DEATH OF A PRESIDENTR
Alternate history is a perennial of science fiction and has even occasionally been used as a hook for journalistic political analysis, as in the long-ago Look magazine cover-story imagining of President John F. Kennedy's first thousand days. Much more recently, Sean Penn starred in the alt-history drama The Assassination of Richard Nixon (2004). That the British faux documentary Death of a President--conceived as a 2008 TV-news special about U.S. President George Bush's assassination nearly a year earlier and the sociopolitical fallout from that event-has been condemned sight unseen by politicians and pundits from James Pinkerton to Hillary Clinton is understandable and completely predictable: They can't not comment, so when they do, they have to play to their audiences. None of them seriously believes that this work of fiction will really make someone take a potshot at the president, and anyway, the attempt on President Ronald Reagan's life came out of a crazy guy's fascination with Jodie Foster, so you may as well decry movies starring blonde former child actresses.
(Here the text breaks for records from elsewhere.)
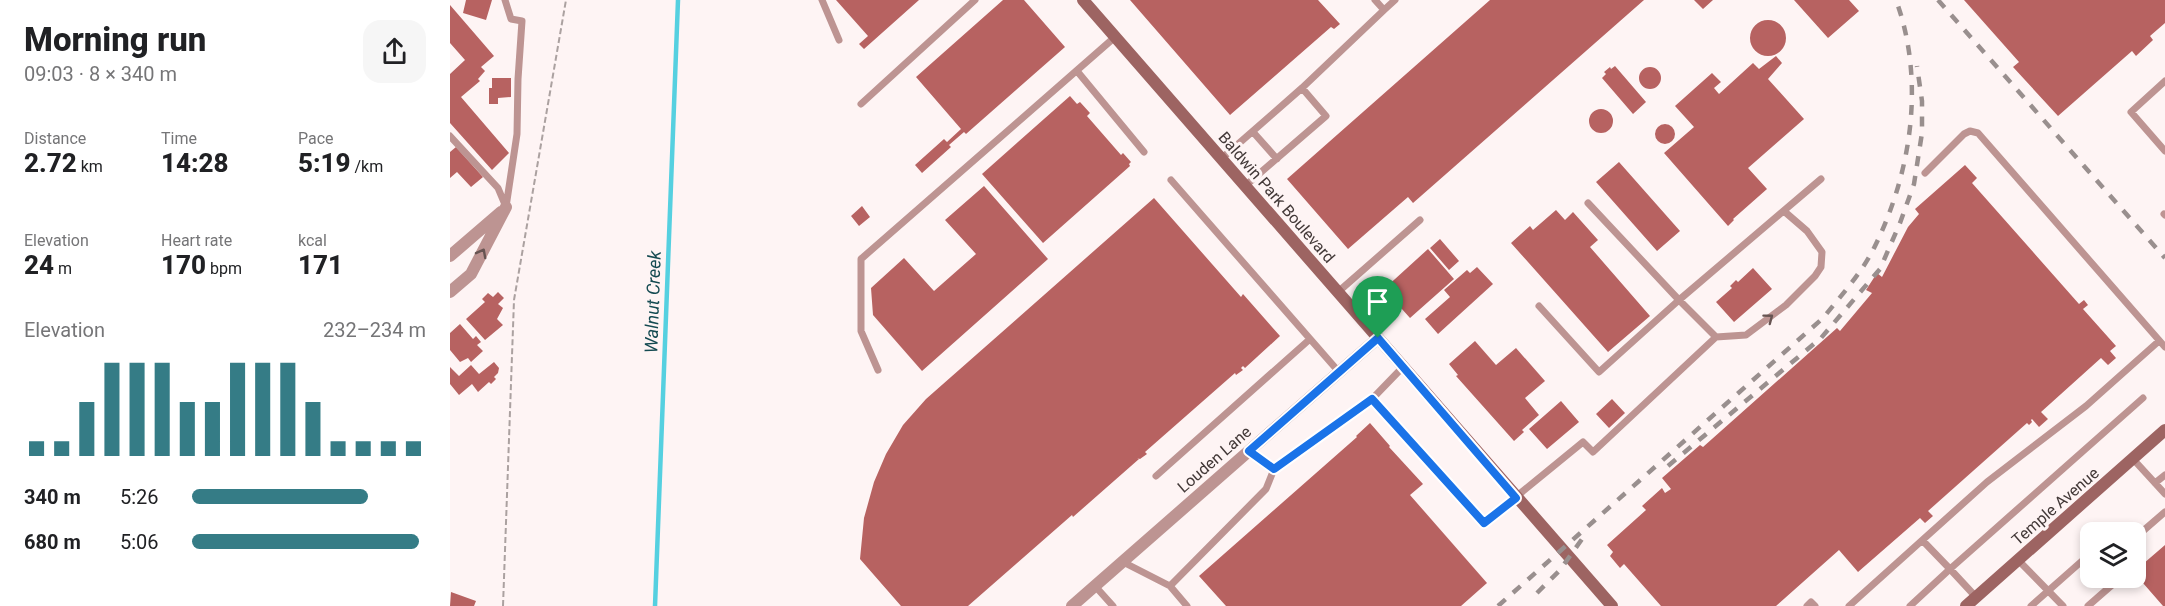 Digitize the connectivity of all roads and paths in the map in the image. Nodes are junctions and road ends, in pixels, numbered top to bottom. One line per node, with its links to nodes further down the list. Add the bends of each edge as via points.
1 (506, 0): 26 (lane, via 511,19 522,21 517,134)
2 (566, 0): 65 (path, via 514,300)
3 (822, 0): 10 (lane)
4 (975, 0): 14 (lane)
5 (1083, 0): 9 (main road, Baldwin Park Boulevard)
6 (1375, 0): 8 (lane)
7 (1395, 0): 8 (lane)
8 (1384, 10): 13 (lane)
9 (1115, 37): 11 (lane); 19 (main road, Baldwin Park Boulevard)
10 (838, 40)
11 (1077, 71): 17 (lane); 40 (lane, via 861,259 861,331)
12 (2165, 81): 18 (lane, via 2131,112)
13 (1302, 88): 15 (lane); 20 (lane, via 1326,116)
14 (861, 104)
15 (1253, 132): 19 (lane); 20 (lane)
16 (450, 136): 26 (lane, via 498,188)
17 (1144, 152)
18 (2165, 152)
19 (1221, 159): 24 (main road, Baldwin Park Boulevard)
20 (1277, 159): 24 (lane)
21 (1925, 173): 37 (lane, via 1964,135 1970,131 1977,133)
22 (1821, 179): 27 (lane)
23 (1171, 180): 36 (lane)
24 (1245, 186): 31 (main road, Baldwin Park Boulevard)
25 (1588, 202): 32 (lane)
26 (506, 207): 29 (street); 30 (street, one-way to 26, via 471,274)
27 (1785, 212): 32 (lane); 34 (lane, one-way to 27, via 1746,335 1786,305 1821,267 1822,252 1807,231)
28 (1420, 220): 31 (lane)
29 (450, 256)
30 (450, 292)
31 (1338, 292): 35 (main road, Baldwin Park Boulevard)
32 (1679, 300): 33 (lane, via 1599,372); 34 (lane)
33 (1539, 306)
34 (1716, 337): 52 (lane, via 1593,452 1583,442)
35 (1378, 338): 39 (main road, Baldwin Park Boulevard); 41 (street, Louden Lane)
36 (1310, 339): 41 (lane); 49 (lane)
37 (2160, 341): 38 (lane); 55 (lane, via 2086,406 1987,482)
38 (2165, 347)
39 (1403, 367): 42 (lane); 52 (main road, Baldwin Park Boulevard)
40 (878, 370)
41 (1339, 372): 45 (street, Louden Lane)
42 (1372, 399): 47 (lane); 52 (lane, via 1484,523)
43 (2143, 399): 59 (lane)
44 (2165, 430): 46 (main road, Temple Avenue)
45 (1249, 451): 47 (lane); 57 (street, Louden Lane)
46 (2133, 459): 50 (lane); 56 (main road, Temple Avenue)
47 (1274, 469): 61 (lane, via 1266,489)
48 (2165, 475): 50 (lane)
49 (1156, 476)
50 (2155, 483): 51 (lane)
51 (2165, 494)
52 (1516, 498): 69 (main road, Baldwin Park Boulevard)
53 (2165, 512): 54 (lane)
54 (2146, 528)
55 (1923, 541): 59 (lane); 72 (lane)
56 (2018, 560): 63 (lane); 64 (main road, Temple Avenue)
57 (1123, 562): 60 (street, Louden Lane); 61 (lane)
58 (2080, 563): 63 (lane)
59 (1950, 569): 64 (lane); 73 (lane)
60 (1095, 586): 66 (street, Louden Lane); 67 (lane)
61 (1170, 586): 68 (lane)
62 (2109, 588): 77 (lane)
63 (2048, 591): 75 (lane); 76 (lane)
64 (1976, 597): 74 (main road, Temple Avenue)
65 (503, 606)
66 (1072, 606)
67 (1113, 606)
68 (1187, 606)
69 (1612, 606)
70 (1807, 606): 71 (lane, via 1811,602)
71 (1815, 606)
72 (1849, 606)
73 (1910, 606)
74 (1966, 606)
75 (2031, 606)
76 (2062, 606)
77 (2088, 606) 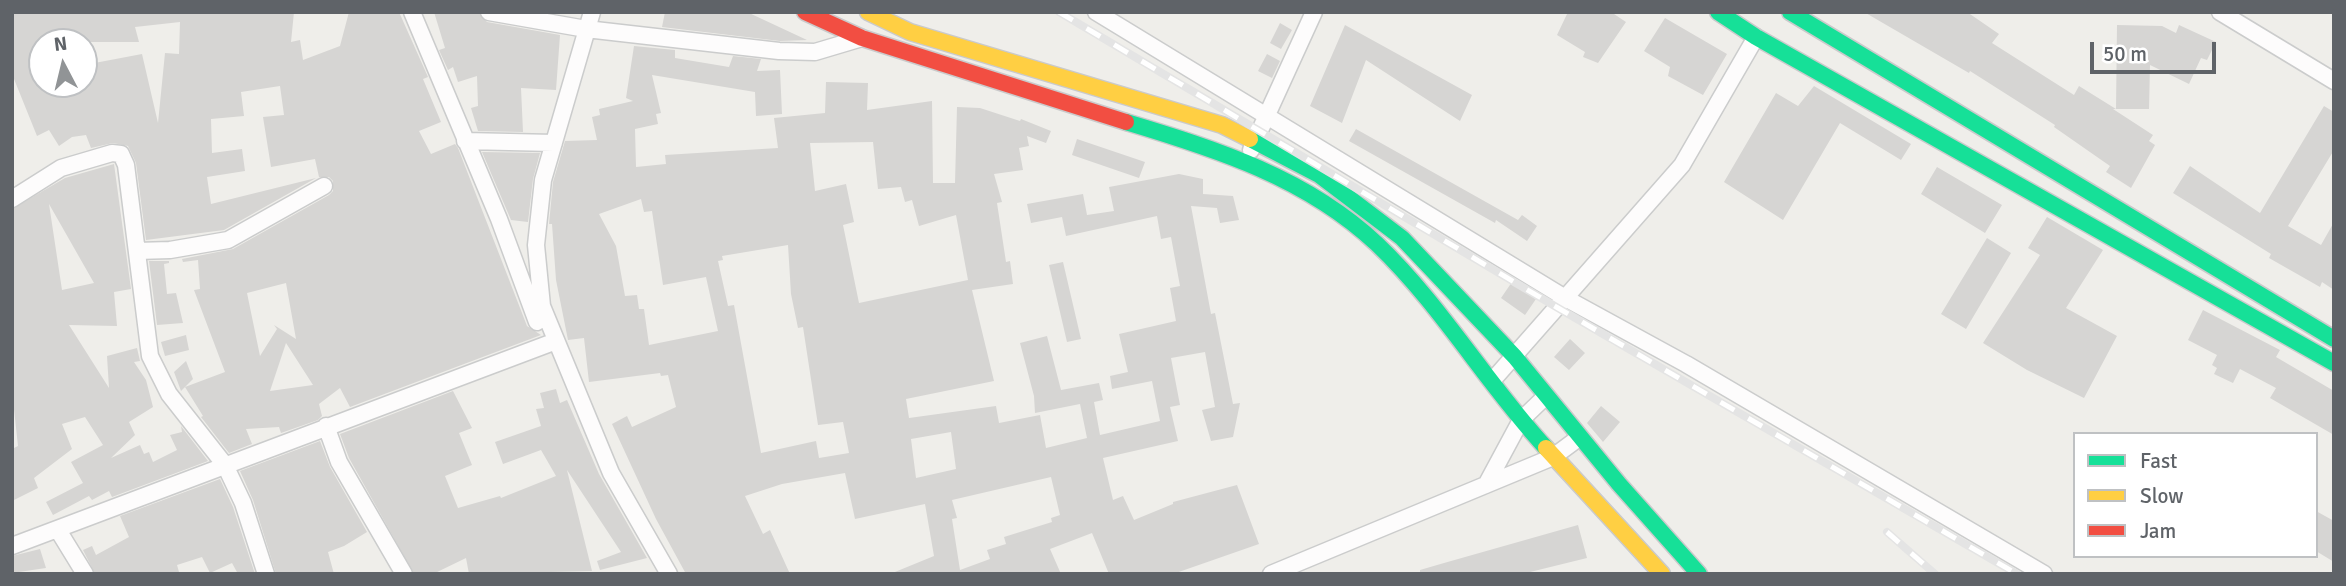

In fact, it's hard to imagine anyone without a political agenda who can walk away from this serious, sober and impeccably respectful film and get agitated about it on its merits. Mimicking the look and tone of documentaries done in the wake of tragic deaths from JFK to Princess Diana, director Gabriel Range--a former documentary filmmaker for the ever-staid BBC and others--and his producer and co-screenwriter, the Cambridge-educated former documentary producer Simon Finch, provide all the formal gravitas one would expect. It's 2008, nearly a year after President Bush was shot by a sniper outside the Chicago Sheraton on Oct. 19, 2007, dying shortly thereafter. Forgoing a narrator, though with occasional intertitles setting time and place, the mock documentary rounds up the usual talking heads to recreate what happened: the Secret Service agent heading the presidential detail that day (Brian Boland), the FBI special agent in charge of the investigation (Michael Reilly Burke), a Washington Post reporter (Jay Patterson), a Bush speechwriter who was there (Becky Ann Baker), and others. The filmmakers achieve their what-if world through ingenious CGI-manipulated and artfully juxtaposed real news footage and newly shot "surveillance videos" and such.
The mesmerizing true-to-life result is actually less about George Bush, who's presented as a more multifaceted human being than in probably more real-world accounts, but the post-murder environment. Vice President Dick Cheney is sworn in as the 44th president of the United States, and pushes forward the Patriot Act 3, permanently granting law enforcement unprecedented surveillance powers on U.S. citizens and others. He also toys with an attack on Syria, which reputedly stonewalls an investigation into the leading suspect, a Syrian-American named Jamal Abu Zikri (Malik Bader), who is eventually convicted on questionable forensic and circumstantial evidence. The documentary, however, also offers another, much more likely suspect, along with well-placed red herrings throughout.
The actors portraying the interviewed experts are by and large remarkably convincing, and the overall film so much so that it at times becomes unexpectedly moving. Seeing Bush speechwriter Eleanor Drake choking up despite her best efforts to remain composed on camera crystallizes the human element that reminds us all, ideologues and idealists alike, that no one person has the power that a system has. The nation simply kept moving after Nixon's resignation; it would do the same here. The real shot we should all take is to create a system we all can live with.